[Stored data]
[Start of Attachment]

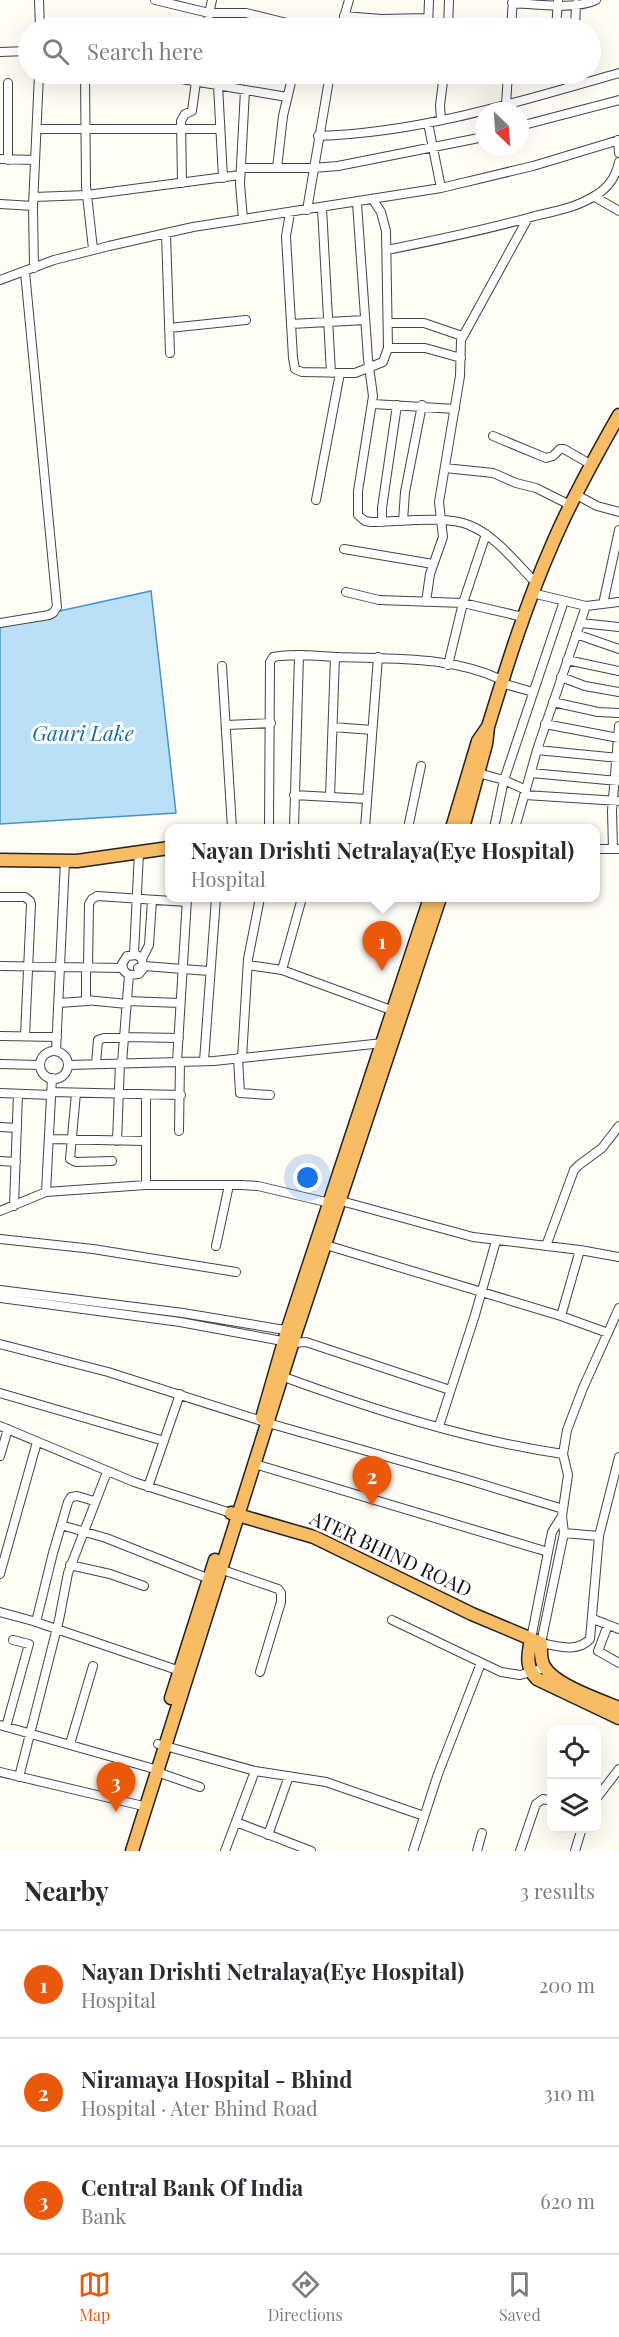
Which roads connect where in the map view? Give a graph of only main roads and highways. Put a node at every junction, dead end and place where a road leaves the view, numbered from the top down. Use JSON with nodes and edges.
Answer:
{"nodes":[{"id":1,"x":619,"y":415,"type":"edge"},
{"id":2,"x":616,"y":428,"type":"edge"},
{"id":3,"x":488,"y":727,"type":"junction"},
{"id":4,"x":453,"y":824,"type":"edge"},
{"id":5,"x":464,"y":824,"type":"edge"},
{"id":6,"x":165,"y":849,"type":"edge"},
{"id":7,"x":0,"y":860,"type":"edge"},
{"id":8,"x":428,"y":902,"type":"edge"},
{"id":9,"x":438,"y":902,"type":"edge"},
{"id":10,"x":387,"y":1043,"type":"junction"},
{"id":11,"x":337,"y":1203,"type":"junction"},
{"id":12,"x":290,"y":1337,"type":"junction"},
{"id":13,"x":265,"y":1422,"type":"junction"},
{"id":14,"x":235,"y":1514,"type":"junction"},
{"id":15,"x":215,"y":1574,"type":"junction"},
{"id":16,"x":536,"y":1641,"type":"junction"},
{"id":17,"x":619,"y":1708,"type":"edge"},
{"id":18,"x":619,"y":1718,"type":"edge"},
{"id":19,"x":161,"y":1745,"type":"junction"},
{"id":20,"x":154,"y":1770,"type":"junction"},
{"id":21,"x":124,"y":1851,"type":"edge"},
{"id":22,"x":132,"y":1851,"type":"edge"}],
"edges":[{"from":1,"to":2,"type":"highway"},
{"from":2,"to":3,"type":"highway"},
{"from":3,"to":4,"type":"highway"},
{"from":3,"to":5,"type":"highway"},
{"from":6,"to":7,"type":"highway"},
{"from":8,"to":10,"type":"highway"},
{"from":9,"to":10,"type":"highway"},
{"from":10,"to":11,"type":"highway"},
{"from":11,"to":12,"type":"highway"},
{"from":11,"to":12,"type":"highway"},
{"from":12,"to":13,"type":"highway"},
{"from":12,"to":13,"type":"highway"},
{"from":13,"to":14,"type":"highway"},
{"from":13,"to":14,"type":"highway"},
{"from":14,"to":15,"type":"highway"},
{"from":14,"to":16,"type":"highway","name":"ATER BHIND ROAD"},
{"from":15,"to":19,"type":"highway"},
{"from":15,"to":19,"type":"highway"},
{"from":16,"to":17,"type":"highway"},
{"from":16,"to":18,"type":"highway"},
{"from":19,"to":20,"type":"highway"},
{"from":20,"to":21,"type":"highway"},
{"from":20,"to":22,"type":"highway"}]}
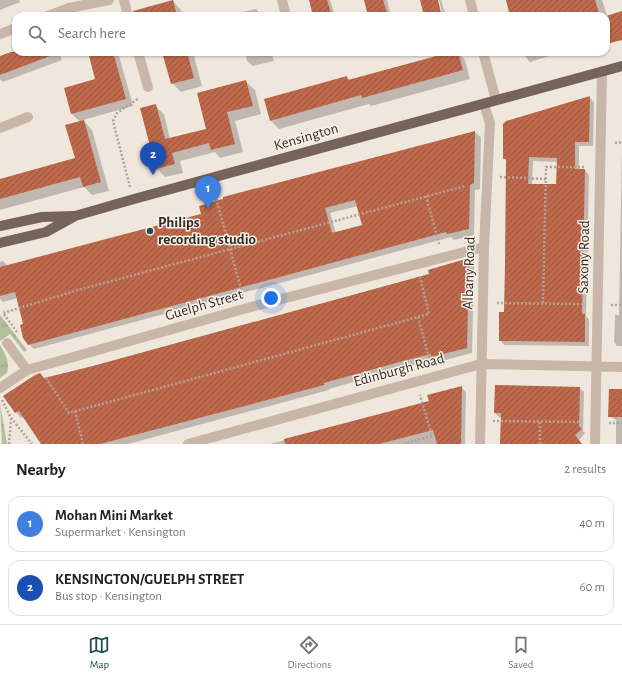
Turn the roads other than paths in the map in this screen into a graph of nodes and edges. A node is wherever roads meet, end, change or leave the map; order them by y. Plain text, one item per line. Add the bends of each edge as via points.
1 (109, 0) edge
2 (124, 0) edge
3 (282, 0) edge
4 (470, 0) edge
5 (68, 4) edge
6 (55, 12) edge
7 (127, 12) edge
8 (285, 12) edge
9 (473, 12) edge
10 (12, 30) edge
11 (0, 34) edge
12 (139, 56) edge
13 (484, 56) edge
14 (622, 66) edge
15 (602, 71) junction
16 (148, 87) road end
17 (496, 100) junction
18 (484, 104) junction
19 (28, 117) dead end
20 (0, 128) edge
21 (75, 216) junction
22 (0, 226) edge
23 (0, 243) edge
24 (484, 247) junction
25 (7, 343) dead end
26 (481, 364) junction
27 (596, 366) junction
28 (622, 367) edge
29 (27, 370) junction
30 (0, 388) edge
31 (188, 444) edge
32 (480, 444) edge
33 (595, 444) edge

1 - 5 street
2 - 7 street
3 - 8 street
4 - 9 street
5 - 6 street
10 - 11 street
12 - 16 street
13 - 17 street
14 - 15 main road, Kensington
15 - 17 main road, Kensington
15 - 27 street, Saxony Road
17 - 18 main road, Kensington
18 - 21 main road, Kensington
18 - 24 street, Albany Road via 490,123
19 - 20 street
21 - 22 main road via 42,217
21 - 23 main road, Kensington via 46,232
24 - 26 street, Albany Road
24 - 29 street, Guelph Street via 247,308
25 - 29 street
26 - 27 street, Edinburgh Road
26 - 31 street, Edinburgh Road
26 - 32 street, Albany Road
27 - 28 street, Edinburgh Road
27 - 33 street, Saxony Road
29 - 30 street, Guelph Street

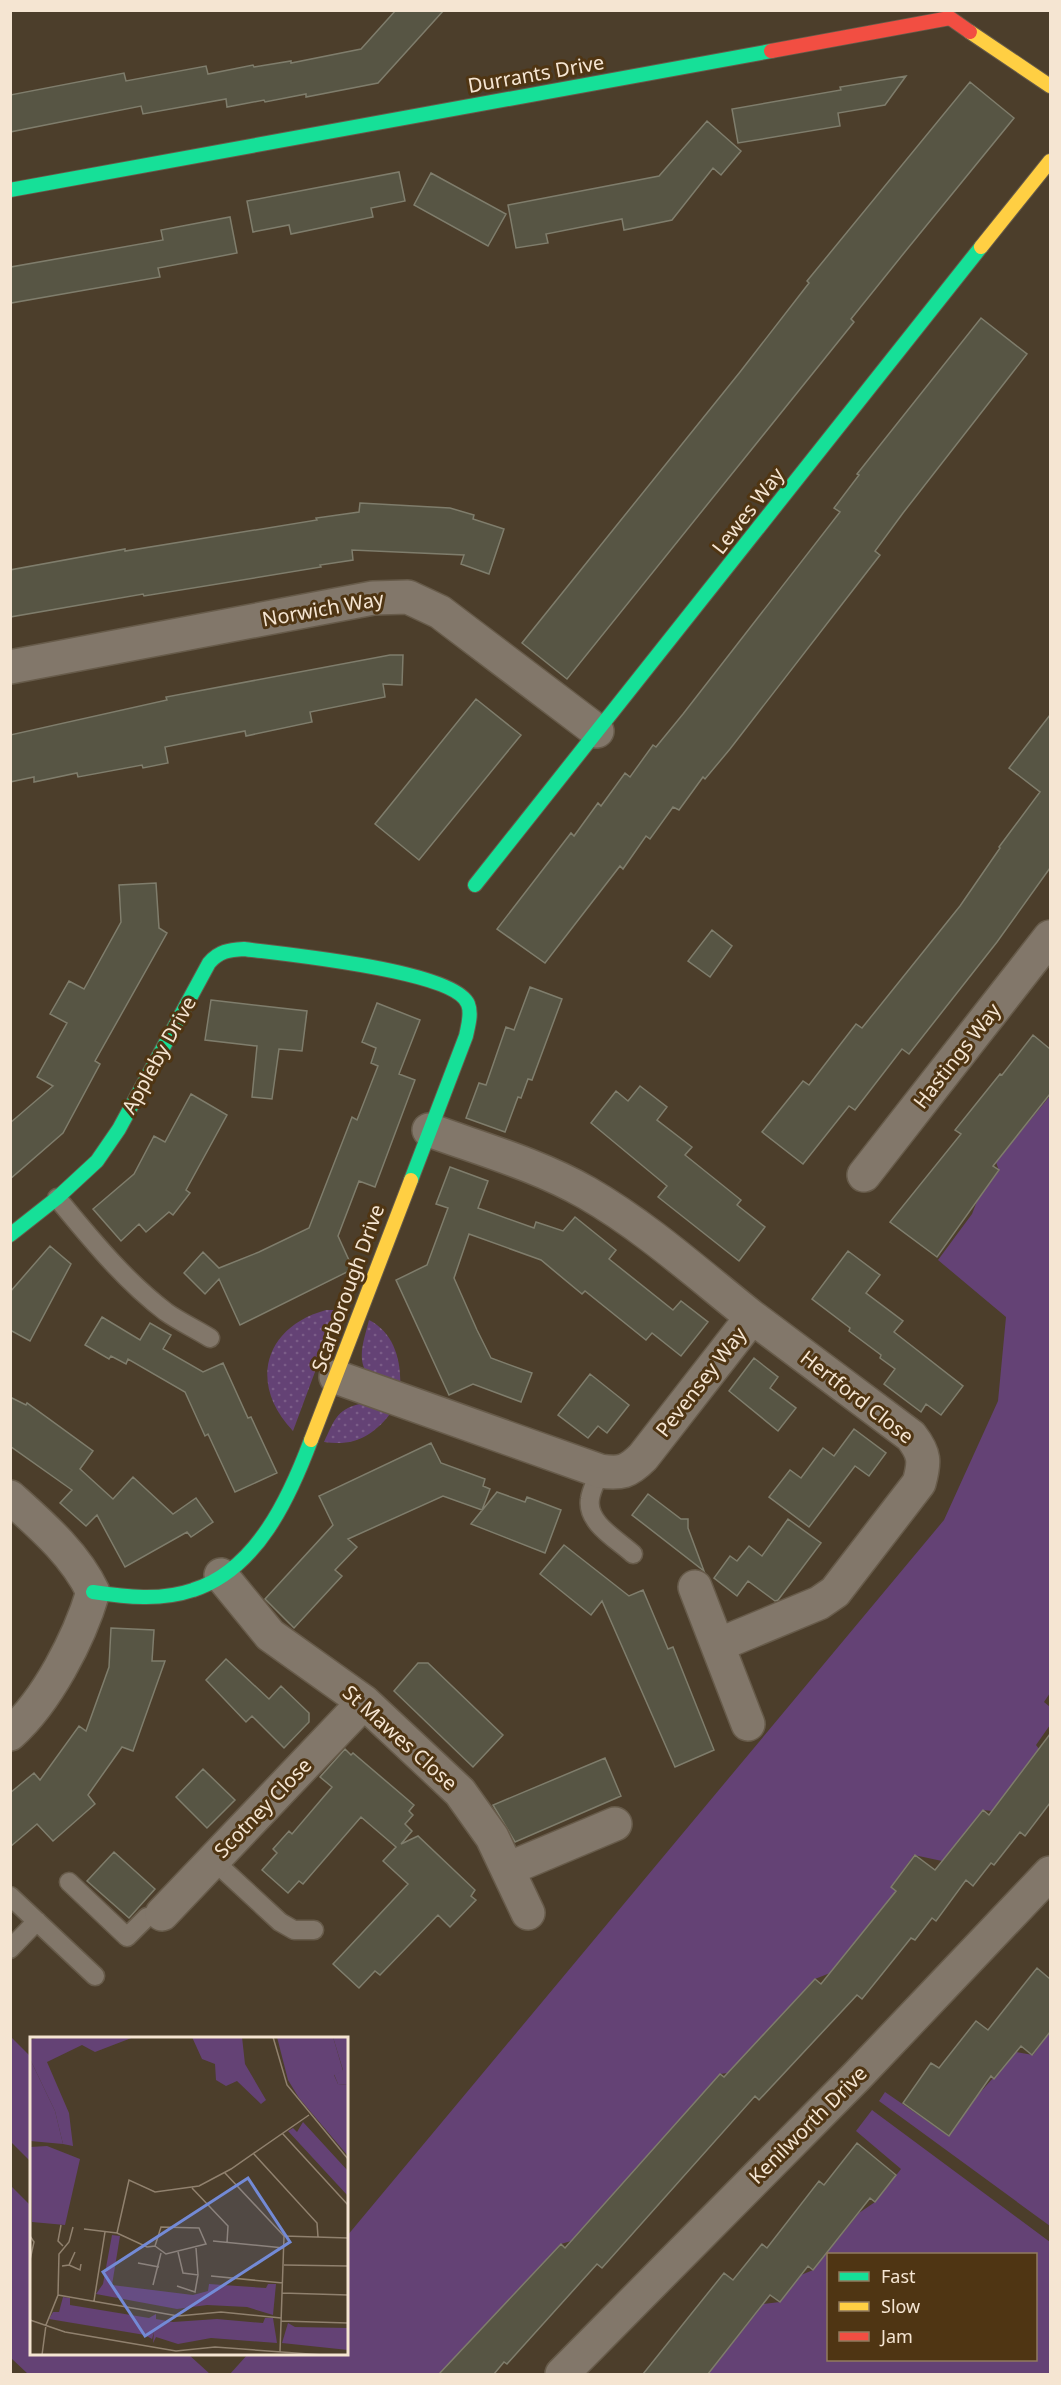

[End of Attachment]

_Problem description_
The data is to be printed again exactly, but without its pictures.

_Written response_
Which roads connect where in the map view? Give a graph of only main roads and highways. Put a node at every junction, dead end and place where a road leaves the view, numbered from the top down. Use JSON with nodes and edges.
Answer:
{"nodes":[{"id":1,"x":619,"y":415,"type":"edge"},
{"id":2,"x":616,"y":428,"type":"edge"},
{"id":3,"x":488,"y":727,"type":"junction"},
{"id":4,"x":453,"y":824,"type":"edge"},
{"id":5,"x":464,"y":824,"type":"edge"},
{"id":6,"x":165,"y":849,"type":"edge"},
{"id":7,"x":0,"y":860,"type":"edge"},
{"id":8,"x":428,"y":902,"type":"edge"},
{"id":9,"x":438,"y":902,"type":"edge"},
{"id":10,"x":387,"y":1043,"type":"junction"},
{"id":11,"x":337,"y":1203,"type":"junction"},
{"id":12,"x":290,"y":1337,"type":"junction"},
{"id":13,"x":265,"y":1422,"type":"junction"},
{"id":14,"x":235,"y":1514,"type":"junction"},
{"id":15,"x":215,"y":1574,"type":"junction"},
{"id":16,"x":536,"y":1641,"type":"junction"},
{"id":17,"x":619,"y":1708,"type":"edge"},
{"id":18,"x":619,"y":1718,"type":"edge"},
{"id":19,"x":161,"y":1745,"type":"junction"},
{"id":20,"x":154,"y":1770,"type":"junction"},
{"id":21,"x":124,"y":1851,"type":"edge"},
{"id":22,"x":132,"y":1851,"type":"edge"}],
"edges":[{"from":1,"to":2,"type":"highway"},
{"from":2,"to":3,"type":"highway"},
{"from":3,"to":4,"type":"highway"},
{"from":3,"to":5,"type":"highway"},
{"from":6,"to":7,"type":"highway"},
{"from":8,"to":10,"type":"highway"},
{"from":9,"to":10,"type":"highway"},
{"from":10,"to":11,"type":"highway"},
{"from":11,"to":12,"type":"highway"},
{"from":11,"to":12,"type":"highway"},
{"from":12,"to":13,"type":"highway"},
{"from":12,"to":13,"type":"highway"},
{"from":13,"to":14,"type":"highway"},
{"from":13,"to":14,"type":"highway"},
{"from":14,"to":15,"type":"highway"},
{"from":14,"to":16,"type":"highway","name":"ATER BHIND ROAD"},
{"from":15,"to":19,"type":"highway"},
{"from":15,"to":19,"type":"highway"},
{"from":16,"to":17,"type":"highway"},
{"from":16,"to":18,"type":"highway"},
{"from":19,"to":20,"type":"highway"},
{"from":20,"to":21,"type":"highway"},
{"from":20,"to":22,"type":"highway"}]}
Turn the roads other than paths in the map in this screen into a graph of nodes and edges. A node is wherever roads meet, end, change or leave the map; order them by y. Plain text, one item per line. Add the bends of each edge as via points.
1 (109, 0) edge
2 (124, 0) edge
3 (282, 0) edge
4 (470, 0) edge
5 (68, 4) edge
6 (55, 12) edge
7 (127, 12) edge
8 (285, 12) edge
9 (473, 12) edge
10 (12, 30) edge
11 (0, 34) edge
12 (139, 56) edge
13 (484, 56) edge
14 (622, 66) edge
15 (602, 71) junction
16 (148, 87) road end
17 (496, 100) junction
18 (484, 104) junction
19 (28, 117) dead end
20 (0, 128) edge
21 (75, 216) junction
22 (0, 226) edge
23 (0, 243) edge
24 (484, 247) junction
25 (7, 343) dead end
26 (481, 364) junction
27 (596, 366) junction
28 (622, 367) edge
29 (27, 370) junction
30 (0, 388) edge
31 (188, 444) edge
32 (480, 444) edge
33 (595, 444) edge

1 - 5 street
2 - 7 street
3 - 8 street
4 - 9 street
5 - 6 street
10 - 11 street
12 - 16 street
13 - 17 street
14 - 15 main road, Kensington
15 - 17 main road, Kensington
15 - 27 street, Saxony Road
17 - 18 main road, Kensington
18 - 21 main road, Kensington
18 - 24 street, Albany Road via 490,123
19 - 20 street
21 - 22 main road via 42,217
21 - 23 main road, Kensington via 46,232
24 - 26 street, Albany Road
24 - 29 street, Guelph Street via 247,308
25 - 29 street
26 - 27 street, Edinburgh Road
26 - 31 street, Edinburgh Road
26 - 32 street, Albany Road
27 - 28 street, Edinburgh Road
27 - 33 street, Saxony Road
29 - 30 street, Guelph Street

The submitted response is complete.